Cable-driven hexapods are similar to Gough-Stewart
platforms, but instead of rigid limbs,
they use cables to govern the load. This results
in manipulators with a low weight and a high
load capacity, and permits to attain larger
workspaces. However, additional constraints
apply: their cables can pull, but are unable to
push, which obliges to keep the cable tensions
positive during normal operation.
The Kinematics
and Robot design group develops path
planning methods allowing to operate such robots
automatically [2,3]. The techniques evolve from earlier
work in [1,4] and are
being tested on the Hexacrane system shown
above, designed and constructed by P.
Grosch. This robot adopts the particular
structure of the NIST
Robocrane, but the planning methods remain
applicable to general hexapods. In particular,
all cable anchor points could adopt different
positions if desired, not requiring to be
coincident in pairs. The methods also allow the
planning of the motions when additional
constraints apply to the platform, such as
geometric, or contact constraints.
The following video shows that it is not
difficult to find configurations where some
cables go slack...
... whereas with a proper planning such
configurations can be avoided:
The path
planner in [2,3] allows to
avoid such slack-cable configurations. It
automatically computes "wrench-feasible" paths
between two configurations, where
wrench-feasible means that the cable tensions
will be guaranteed to remain within
predetermined bounds, for a given platform
wrench subject to 6-dimensional uncertainty.

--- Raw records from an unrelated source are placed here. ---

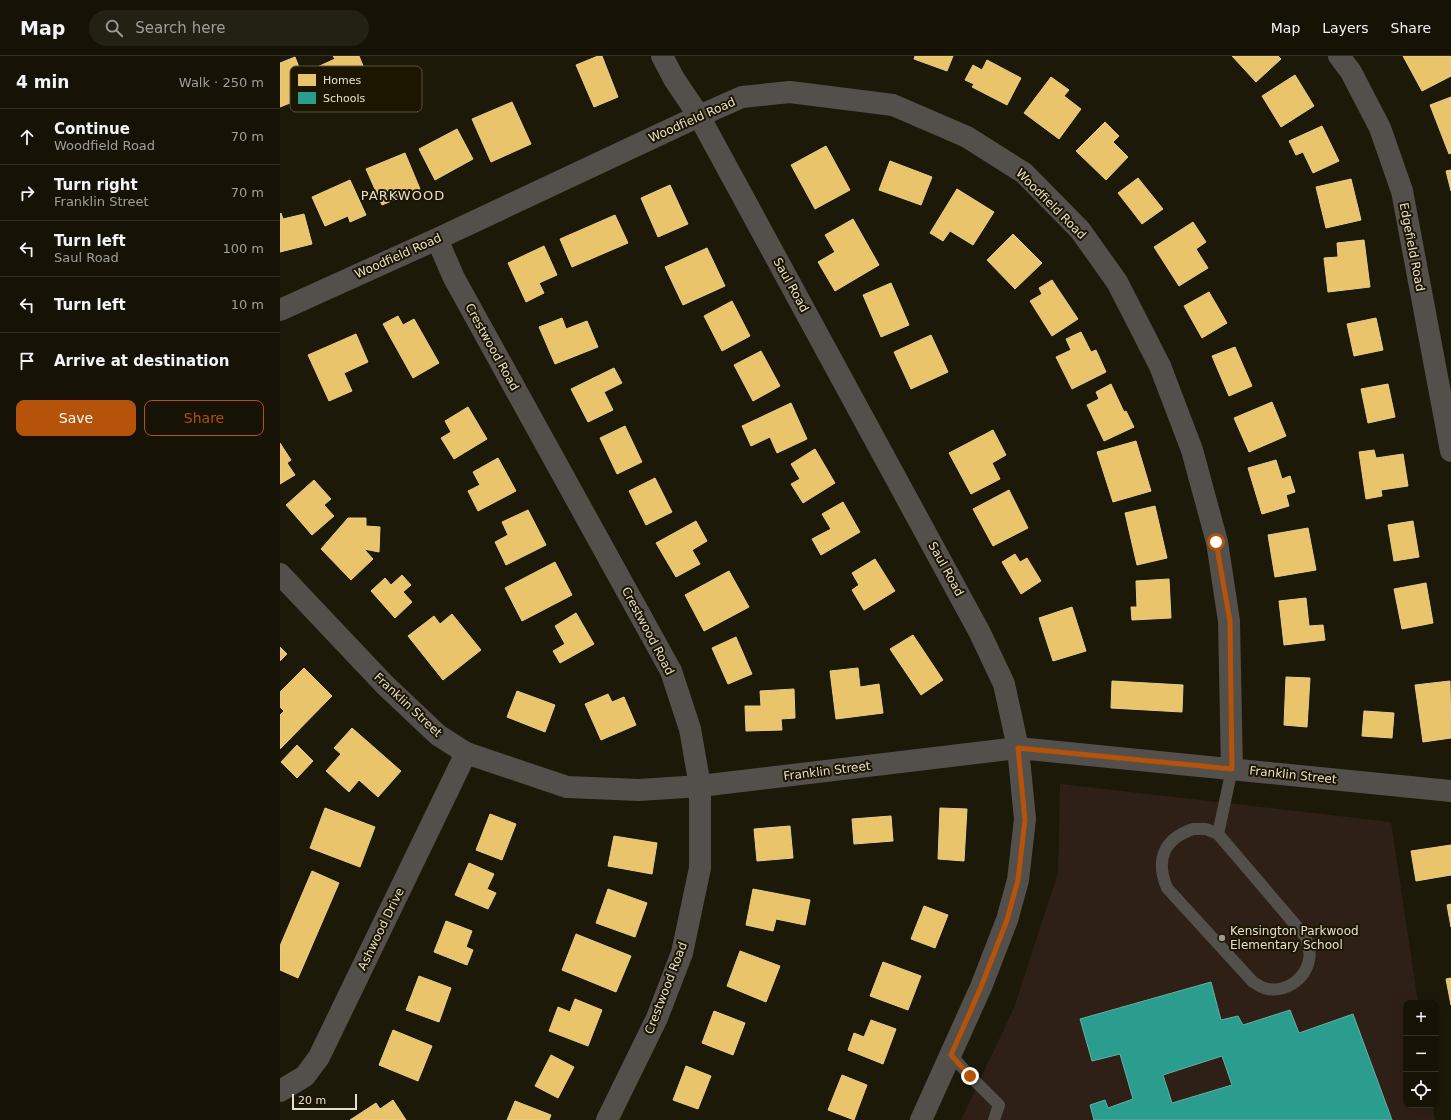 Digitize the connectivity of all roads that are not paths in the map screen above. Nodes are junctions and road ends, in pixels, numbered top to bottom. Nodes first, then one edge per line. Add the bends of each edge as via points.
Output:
1 (662, 56) edge
2 (1339, 56) edge
3 (699, 116) junction
4 (437, 239) junction
5 (280, 310) edge
6 (1451, 451) edge
7 (280, 574) edge
8 (1018, 748) junction
9 (466, 753) junction
10 (1232, 769) junction
11 (700, 786) junction
12 (1451, 791) edge
13 (1218, 834) junction
14 (951, 1055) junction
15 (280, 1091) edge
16 (608, 1120) edge
17 (921, 1120) edge
18 (994, 1120) edge

1 - 3 street, Saul Road
2 - 6 street, Edgefield Road via 1351,72 1380,128 1402,191
3 - 4 street, Woodfield Road
3 - 8 street, Saul Road via 980,633 1004,684
3 - 10 street, Woodfield Road via 742,97 790,92 893,105 967,137 1024,173 1080,230 1117,282 1160,366 1192,450 1216,542 1230,621
4 - 5 street, Woodfield Road
4 - 11 street, Crestwood Road via 454,278 671,670 690,729
7 - 9 street, Franklin Street via 384,685 438,735
8 - 10 street, Franklin Street
8 - 11 street, Franklin Street
8 - 14 street, Saul Road via 1025,820 1018,880 1007,920
9 - 11 street, Franklin Street via 567,787 639,790
9 - 15 street, Ashwood Drive via 319,1057 305,1076
10 - 12 street, Franklin Street
10 - 13 lane
11 - 16 street, Crestwood Road via 700,868 682,953 657,1018
13 - 13 lane via 1206,830 1193,830 1171,841 1165,852 1162,876 1168,888 1253,982 1264,988 1276,990 1288,987 1306,971 1310,959 1305,936
14 - 17 street, Saul Road
14 - 18 lane via 999,1105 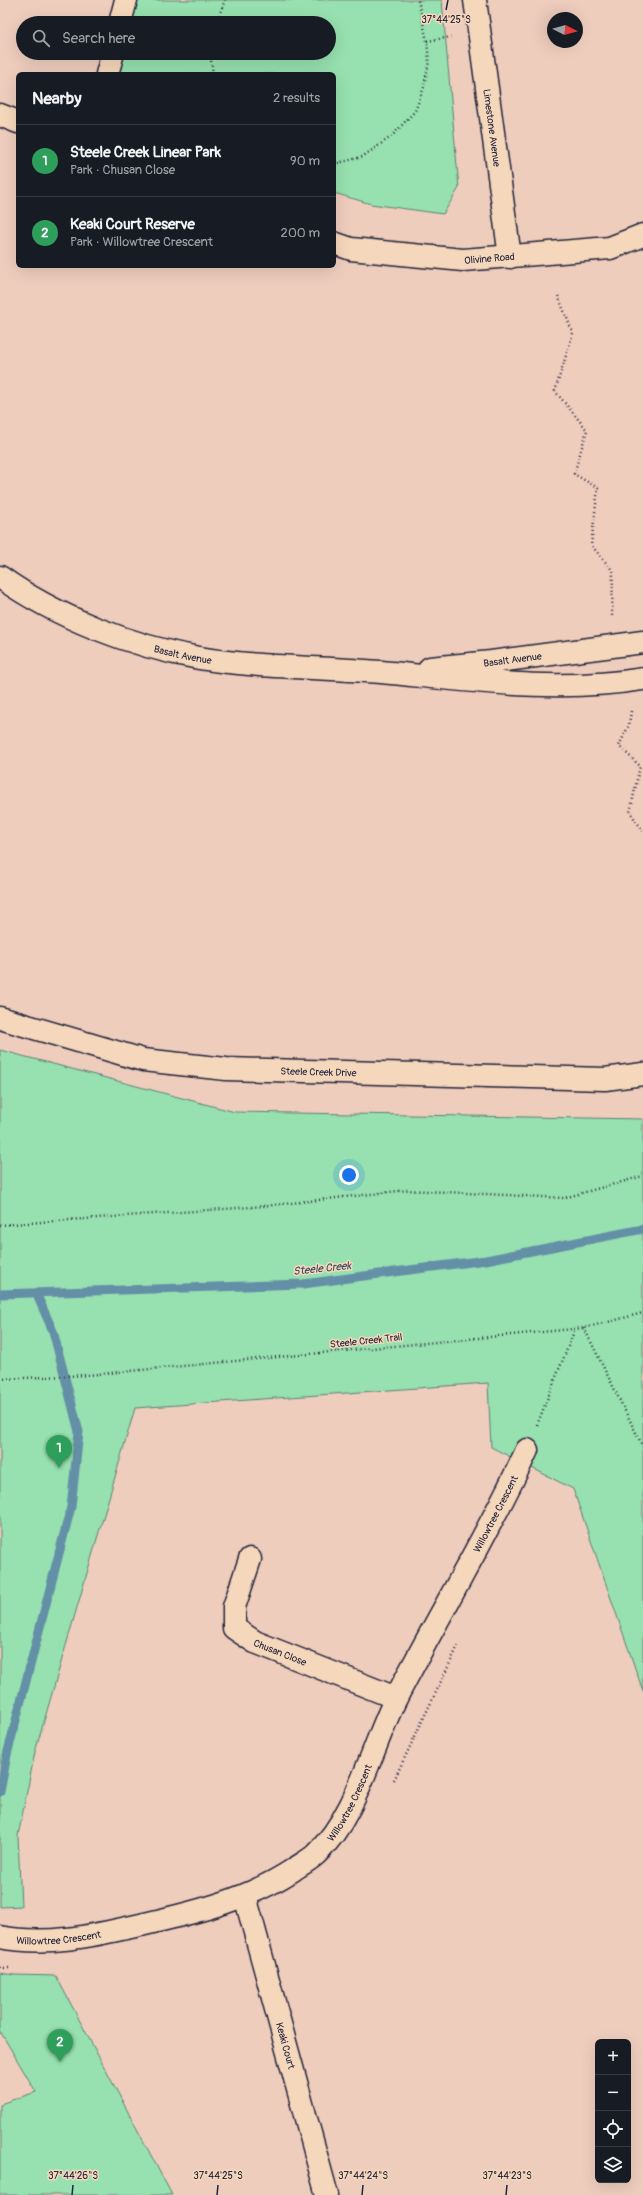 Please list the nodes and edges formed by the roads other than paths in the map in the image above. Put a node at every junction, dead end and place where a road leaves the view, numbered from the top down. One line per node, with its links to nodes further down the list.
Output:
1 (126, 0): 3 (street)
2 (475, 0): 10 (street, Limestone Avenue)
3 (122, 16)
4 (111, 60): 5 (street)
5 (108, 72)
6 (0, 115): 7 (street)
7 (16, 121)
8 (643, 235): 10 (street, Olivine Road)
9 (336, 244): 10 (street, Olivine Road)
10 (510, 257)
11 (0, 578): 13 (street, Basalt Avenue)
12 (643, 642): 13 (street, Basalt Avenue)
13 (381, 672): 14 (street, Basalt Avenue)
14 (643, 679)
15 (0, 1018): 16 (street, Steele Creek Drive)
16 (643, 1074)
17 (527, 1450): 19 (street, Willowtree Crescent)
18 (250, 1559): 19 (street, Chusan Close)
19 (396, 1698): 20 (street, Willowtree Crescent)
20 (246, 1896): 21 (street, Willowtree Crescent); 22 (street, Keaki Court)
21 (0, 1937)
22 (327, 2195) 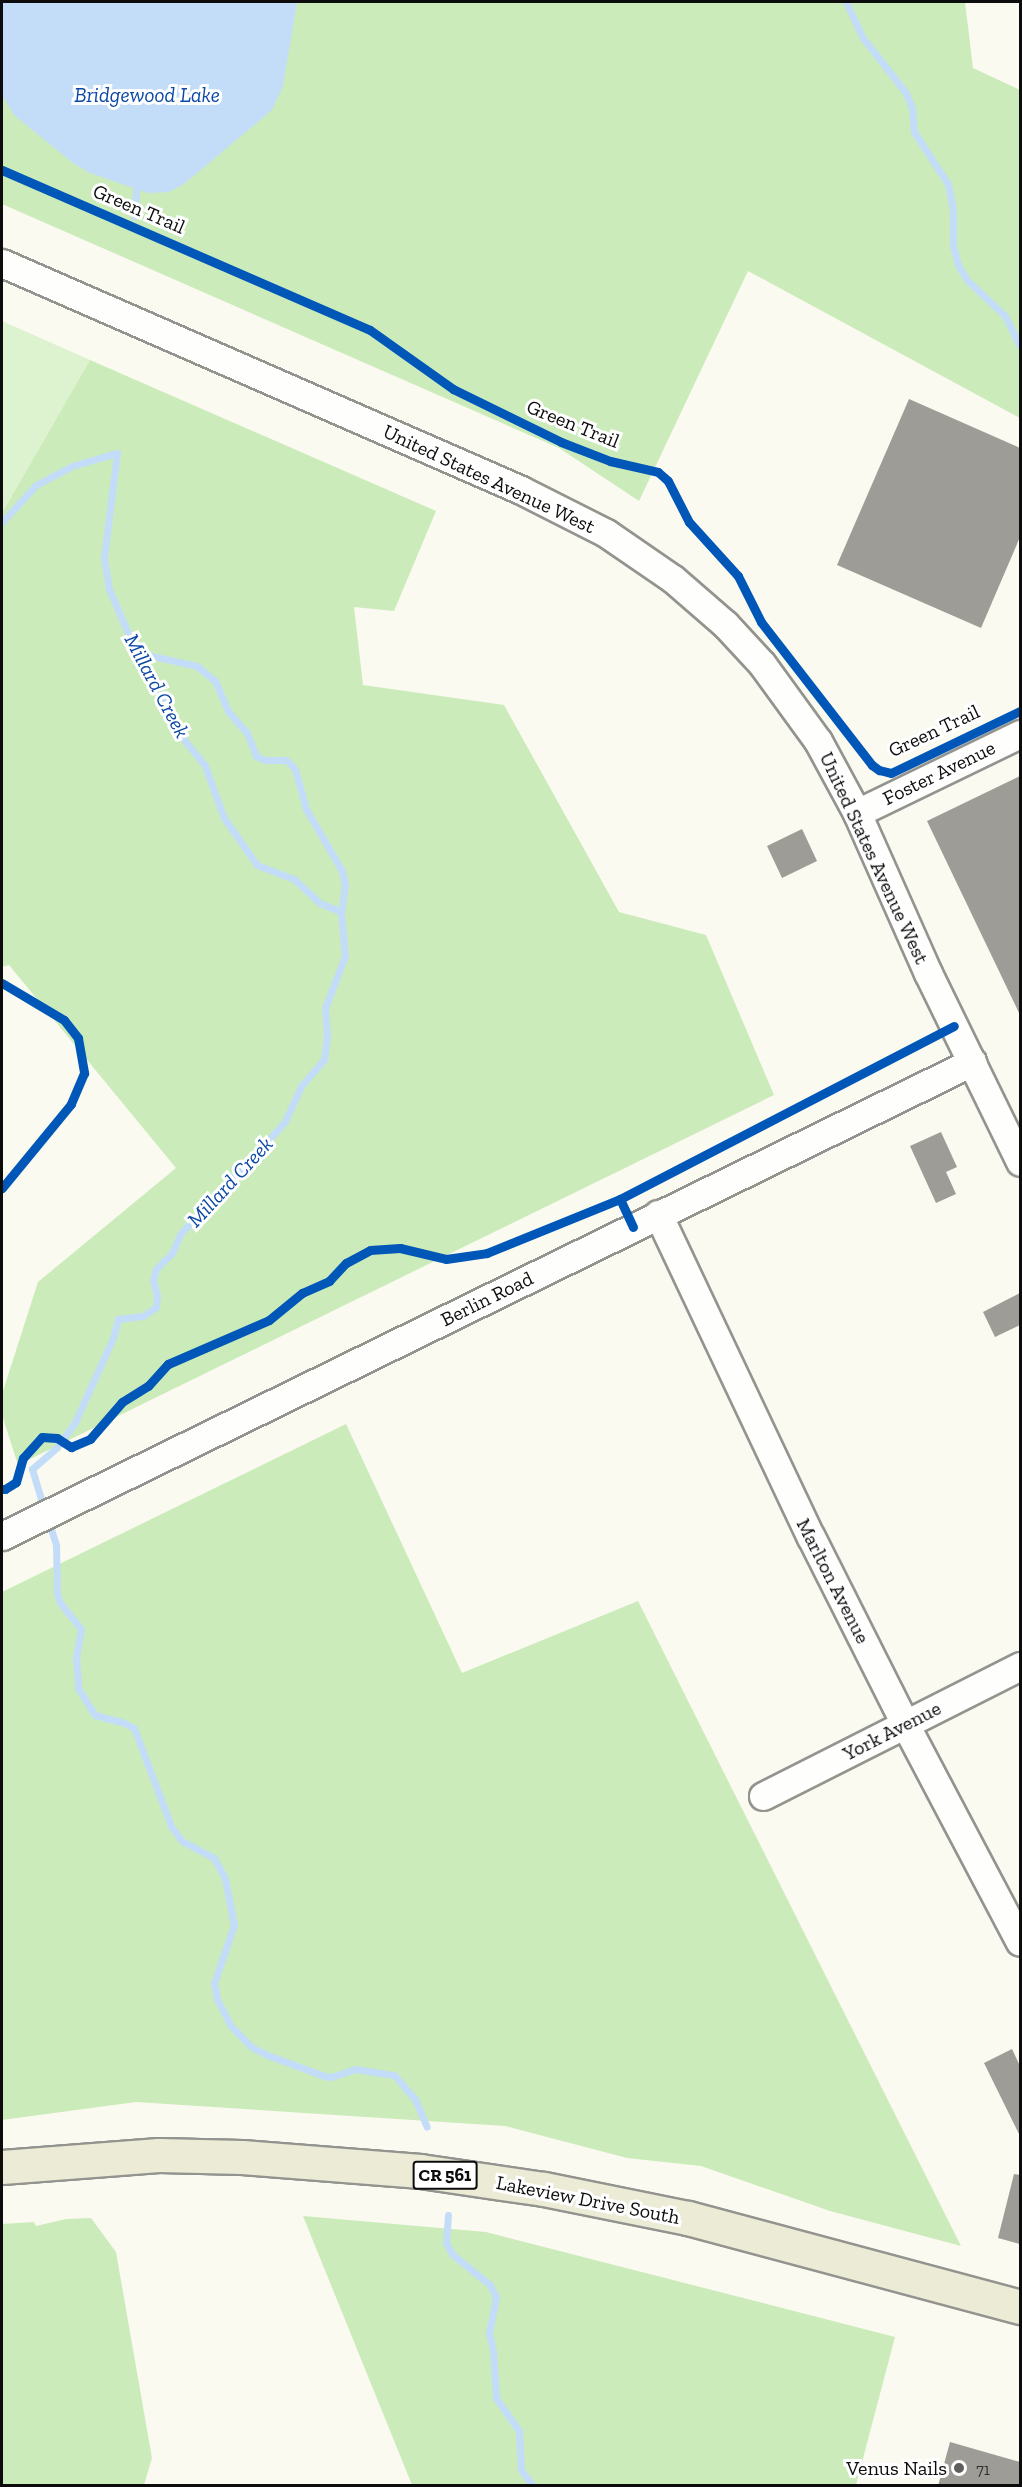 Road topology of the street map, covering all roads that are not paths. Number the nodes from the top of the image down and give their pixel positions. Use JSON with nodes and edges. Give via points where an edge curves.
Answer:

This also implies that no forward singularity
will be met along the path, thus permitting a
full control of the platform motions at all
times.
The following picture shows a slice of the
six-dimensional wrench-feasible C-space, and two
planning queries solved by the planner. One to
connect q1
with q2,
and the other to connect q3 with q4. The
horizontal and vertical axes are two orientation
angles of the platform. The dark gray/green
areas are the regions explored by the planner in
each case. More complex planning queries in the
full 6-D C-space can also be solved.
Current work seeks to extend these techniques to
the context of aerial mobile manipulation. In [5], a 6-wired
aerial manipulation system called the Flycrane
is proposed, and a path planner inspired in [2] is developed for it. In this case,
the control of the load is achieved by
maneuvering three quadrotors independently,
while keeping the cable lengths fixed. The
following pictures show two planning queries
solved by this planner:
The Flycrane getting a
twisted part through a hole
The Flycrane installing a
lightweight footbridge between two
buildings
The Flycrane and its planner are the result of a
collaborative effort between the CUIK
and ARCAS
projects.